OSHA Update: All Quiet Now, But DOGE is Coming
OSHA Update: All Quiet Now, But DOGE is Coming
ByJordan Barab
MAR 21, 2025
If you closed your eyes and cleared you mind…you might think we were experiencing a typical Republican administration over at OSHA. We have a fairly moderate, moderately pro-labor Secretary of Labor, and a health and safety professional nominated to head OSHA. OSHA’s Deputy (and current acting Assistant Secretary) is also a health and safety person, having served at the Occupational Safety and Health Review Commission.
And so far, no RIFS, no standards or proposals withdrawn.
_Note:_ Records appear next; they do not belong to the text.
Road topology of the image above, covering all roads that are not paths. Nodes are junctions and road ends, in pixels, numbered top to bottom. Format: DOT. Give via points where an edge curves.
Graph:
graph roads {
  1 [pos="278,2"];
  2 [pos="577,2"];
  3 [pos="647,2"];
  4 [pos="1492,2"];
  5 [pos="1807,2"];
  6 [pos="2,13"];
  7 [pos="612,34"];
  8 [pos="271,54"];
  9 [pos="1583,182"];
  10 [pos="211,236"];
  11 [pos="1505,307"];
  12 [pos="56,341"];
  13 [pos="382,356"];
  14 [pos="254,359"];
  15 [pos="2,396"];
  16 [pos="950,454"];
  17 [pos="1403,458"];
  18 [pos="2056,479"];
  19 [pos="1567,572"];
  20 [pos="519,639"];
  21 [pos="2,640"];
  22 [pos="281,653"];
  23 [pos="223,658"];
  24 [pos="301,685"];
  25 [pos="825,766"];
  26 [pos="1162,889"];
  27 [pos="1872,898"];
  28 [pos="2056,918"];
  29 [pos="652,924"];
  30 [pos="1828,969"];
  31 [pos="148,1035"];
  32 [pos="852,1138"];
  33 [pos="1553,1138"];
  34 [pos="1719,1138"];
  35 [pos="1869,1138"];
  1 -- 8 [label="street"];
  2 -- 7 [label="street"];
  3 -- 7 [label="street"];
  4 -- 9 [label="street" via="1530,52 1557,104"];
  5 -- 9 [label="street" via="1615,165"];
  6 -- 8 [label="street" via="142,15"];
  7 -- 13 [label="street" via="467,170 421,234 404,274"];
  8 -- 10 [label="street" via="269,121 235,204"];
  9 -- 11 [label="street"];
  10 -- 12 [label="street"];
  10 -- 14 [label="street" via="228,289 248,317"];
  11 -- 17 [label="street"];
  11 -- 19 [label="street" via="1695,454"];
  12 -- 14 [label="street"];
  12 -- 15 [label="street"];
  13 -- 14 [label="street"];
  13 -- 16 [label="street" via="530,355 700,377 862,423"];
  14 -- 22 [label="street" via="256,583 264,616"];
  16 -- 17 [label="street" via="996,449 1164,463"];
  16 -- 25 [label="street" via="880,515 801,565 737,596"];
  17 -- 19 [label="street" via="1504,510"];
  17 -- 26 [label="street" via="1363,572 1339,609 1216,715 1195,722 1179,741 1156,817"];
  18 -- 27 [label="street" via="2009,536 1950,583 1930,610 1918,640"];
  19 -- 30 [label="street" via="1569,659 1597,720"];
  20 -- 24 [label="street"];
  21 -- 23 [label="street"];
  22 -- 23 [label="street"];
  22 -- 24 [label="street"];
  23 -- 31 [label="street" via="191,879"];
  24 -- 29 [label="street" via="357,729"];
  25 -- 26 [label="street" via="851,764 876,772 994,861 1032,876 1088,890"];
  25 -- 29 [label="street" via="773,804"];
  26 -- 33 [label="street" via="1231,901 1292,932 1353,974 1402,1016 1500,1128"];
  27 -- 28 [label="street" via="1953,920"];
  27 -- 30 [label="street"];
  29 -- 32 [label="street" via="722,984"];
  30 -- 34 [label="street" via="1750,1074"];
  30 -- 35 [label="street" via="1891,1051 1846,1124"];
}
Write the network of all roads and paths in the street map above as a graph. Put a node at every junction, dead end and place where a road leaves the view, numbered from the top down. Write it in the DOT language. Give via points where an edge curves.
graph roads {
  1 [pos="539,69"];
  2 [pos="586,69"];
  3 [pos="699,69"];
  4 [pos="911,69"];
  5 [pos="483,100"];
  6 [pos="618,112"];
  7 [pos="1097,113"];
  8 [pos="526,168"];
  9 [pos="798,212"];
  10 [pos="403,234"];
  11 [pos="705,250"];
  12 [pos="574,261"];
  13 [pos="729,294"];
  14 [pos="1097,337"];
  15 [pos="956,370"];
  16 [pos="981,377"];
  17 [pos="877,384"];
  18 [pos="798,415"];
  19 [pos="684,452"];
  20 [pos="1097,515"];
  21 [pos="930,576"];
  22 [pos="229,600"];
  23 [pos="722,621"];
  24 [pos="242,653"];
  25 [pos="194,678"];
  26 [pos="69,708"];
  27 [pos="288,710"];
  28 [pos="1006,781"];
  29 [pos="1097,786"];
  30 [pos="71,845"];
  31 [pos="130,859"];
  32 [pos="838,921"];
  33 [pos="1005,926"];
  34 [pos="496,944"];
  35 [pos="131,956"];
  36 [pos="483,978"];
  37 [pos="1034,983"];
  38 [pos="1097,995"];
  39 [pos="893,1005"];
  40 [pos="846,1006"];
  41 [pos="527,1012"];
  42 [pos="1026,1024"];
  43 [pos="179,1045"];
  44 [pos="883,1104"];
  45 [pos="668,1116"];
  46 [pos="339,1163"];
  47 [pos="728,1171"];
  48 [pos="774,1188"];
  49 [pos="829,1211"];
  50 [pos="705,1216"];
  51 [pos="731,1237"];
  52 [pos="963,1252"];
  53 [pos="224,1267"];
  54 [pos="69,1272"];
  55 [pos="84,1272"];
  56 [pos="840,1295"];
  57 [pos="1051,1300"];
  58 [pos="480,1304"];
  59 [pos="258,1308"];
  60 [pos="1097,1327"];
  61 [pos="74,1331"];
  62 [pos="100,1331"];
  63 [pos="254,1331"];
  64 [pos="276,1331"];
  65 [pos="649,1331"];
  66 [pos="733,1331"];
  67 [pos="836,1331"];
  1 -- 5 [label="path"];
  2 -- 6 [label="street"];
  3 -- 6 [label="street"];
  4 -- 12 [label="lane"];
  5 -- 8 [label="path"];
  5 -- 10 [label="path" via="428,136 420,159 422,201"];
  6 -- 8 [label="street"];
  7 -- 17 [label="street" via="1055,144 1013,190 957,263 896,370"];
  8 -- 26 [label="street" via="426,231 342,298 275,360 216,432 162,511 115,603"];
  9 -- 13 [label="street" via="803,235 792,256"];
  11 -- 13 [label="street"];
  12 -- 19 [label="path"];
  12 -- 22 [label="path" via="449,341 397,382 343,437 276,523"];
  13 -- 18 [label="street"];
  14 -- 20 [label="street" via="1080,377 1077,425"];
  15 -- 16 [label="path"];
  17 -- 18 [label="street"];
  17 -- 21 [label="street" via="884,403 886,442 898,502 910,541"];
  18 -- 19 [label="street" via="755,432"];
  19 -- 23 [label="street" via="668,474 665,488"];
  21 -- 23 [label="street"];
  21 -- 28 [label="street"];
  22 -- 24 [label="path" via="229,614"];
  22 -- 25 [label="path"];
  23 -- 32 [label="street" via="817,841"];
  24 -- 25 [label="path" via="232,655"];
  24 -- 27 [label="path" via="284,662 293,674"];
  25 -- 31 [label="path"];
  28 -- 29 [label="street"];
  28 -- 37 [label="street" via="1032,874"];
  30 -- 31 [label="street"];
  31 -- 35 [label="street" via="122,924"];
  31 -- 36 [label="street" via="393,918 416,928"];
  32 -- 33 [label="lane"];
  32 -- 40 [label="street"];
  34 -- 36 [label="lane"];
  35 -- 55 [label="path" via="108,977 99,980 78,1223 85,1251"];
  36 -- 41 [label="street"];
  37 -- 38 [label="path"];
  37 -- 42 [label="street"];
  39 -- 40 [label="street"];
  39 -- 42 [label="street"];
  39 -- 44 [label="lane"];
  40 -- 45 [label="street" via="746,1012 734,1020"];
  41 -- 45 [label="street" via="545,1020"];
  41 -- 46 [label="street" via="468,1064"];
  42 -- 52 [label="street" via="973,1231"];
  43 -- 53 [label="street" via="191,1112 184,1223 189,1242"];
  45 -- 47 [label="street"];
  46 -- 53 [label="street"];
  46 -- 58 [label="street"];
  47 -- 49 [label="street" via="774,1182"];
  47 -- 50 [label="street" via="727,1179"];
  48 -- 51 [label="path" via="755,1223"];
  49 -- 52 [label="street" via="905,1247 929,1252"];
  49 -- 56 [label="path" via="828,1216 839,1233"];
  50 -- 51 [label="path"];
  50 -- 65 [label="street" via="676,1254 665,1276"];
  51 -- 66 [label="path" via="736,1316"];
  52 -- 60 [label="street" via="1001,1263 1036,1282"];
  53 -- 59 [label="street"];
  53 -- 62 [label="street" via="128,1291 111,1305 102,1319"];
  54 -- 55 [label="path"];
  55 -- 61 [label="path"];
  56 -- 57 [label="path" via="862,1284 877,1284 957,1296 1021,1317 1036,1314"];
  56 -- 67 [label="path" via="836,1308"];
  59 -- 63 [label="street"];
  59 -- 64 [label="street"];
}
Several documents were disappeared, but most have resurfaced again. … But don’t let down our guard, because all that may be about to change…and drastically.
Walberg to DOL: Please Stop Doing Anything
On Wednesday, House Education and Labor Chairman Tim Walberg sent a letter to newly confirmed Secretary of Labor Lori Chavez-DeRemer urging her to engage the DOL time machine to take us back to January 19, 2017. The letter requests that Chavez DeRemer “rescind or withdraw” several “burdensome regulations.” All in the spirit of “improv[ing] the lives of workers, job seekers, and retirees.”
What are the “burdensome” OSHA regulations?” Basically every final regulation and proposed health and safety standard issued by the Biden administration.
The regulations that Walberg and Congressional Republicans would like to eliminate are the walkaround regulation, which allows workers — even non-union workers — to choose their own walkaround representatives as long as they are “reasonably necessary to the conduct of an effective and thorough physical inspection of the workplace,” even when the walkaround representative is not an employee of the establishment. Previously, with a few exceptions, only unionized workers could choose non-employees to be their walkaround representatives.